In spite of its longstanding, and positive, image within the field of nursing, CSCC fell upon hard times in recent years when its centerstage program lost certification. All that has now changed, and the future became even brighter in mid-May when the community college received notice that its longstanding nursing curriculum has been reaccredited for the next eight years.
The achievement is not just a piece of paperwork. It came hard-earned as CSCC administrators, faculty and staff took up the cause in a collective mission to reclaim its rightful status among nurse-training providers.
During the fall of 2018, a team from the Accreditation Commission for Education in Nursing (ACEN) visited the campus to complete a thorough review of the school’s progress. The team must have been impressed. In March, the ACEN Board met and affirmed the continuing accreditation of the CSCC nursing program.
The ACEN team visit last fall included an in-depth evaluation of all six standards and a focused assessment of the program’s revised curriculum.
The ACEN Evaluation Review Panel found plenty for which members were impressed. Panel members determined one nursing program strength to be its full-time faculty, 60% of whom already have, or are pursuing, doctoral degrees.
Another strength discovered by the panel is the revised curriculum, one that now adopts all associate-degree nursing programs in the College System of Tennessee.
The new curriculum begins with a “Fundamentals of Nursing” course, and proceeds with three “Medical Surgical Nursing” courses; these courses progress from chronic conditions to acute conditions, and finally complex medical surgical topics. The new curriculum also includes specialty courses like women’s health, pediatrics and mental health.
Nancy Thomas, director of the CSCC nursing program, believes the improved curriculum went a long way in reinstating the college’s accreditation in nursing.
“We feel like it’s strong,” she told our newspaper. “Even though it is incredibly rigorous, we believe students will be more successful, and we will see more making it to completion and passing the NCLEX (National Council Licensure Exam).”
The CSCC nursing student pass rate for 2018 was 92%, and the first class to graduate under this common curriculum will graduate in August. Currently, CSCC has a 100% job placement rate for the school’s nursing graduates.

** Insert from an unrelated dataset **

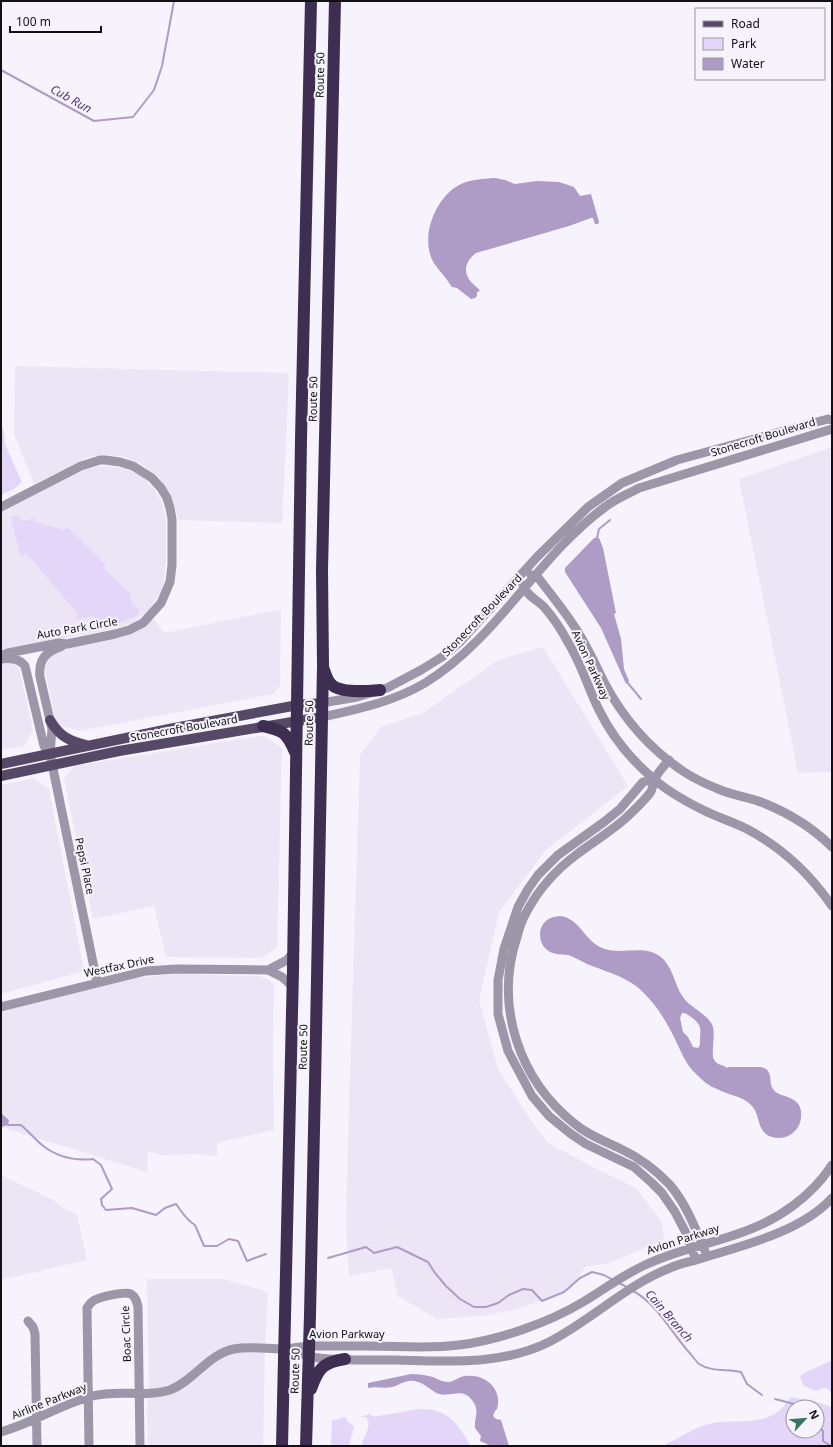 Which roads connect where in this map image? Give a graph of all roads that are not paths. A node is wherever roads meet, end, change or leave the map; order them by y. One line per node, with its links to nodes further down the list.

A familiar adage applies to the CSCC nurse curriculum story: The sky’s the limit. That’s because in August construction will begin on the college’s new Health and Science Building, a facility with state-of-the-art capabilities in nurse training. The academic building is expected to open in Spring 2021.
Assuredly, the longtime Cleveland State Nursing program is back on track.
Sometimes we encounter the occasional bump in the road. Other times our journey takes a few unexpected twists and turns, and disquieting winds along the way.
It happens. It happened to a solid CSCC program steeped in tradition and unrivaled in success.
But now it’s back. And we credit the people who led the surge: Administrators, faculty, staff and students; in short, the Cleveland State Community College family.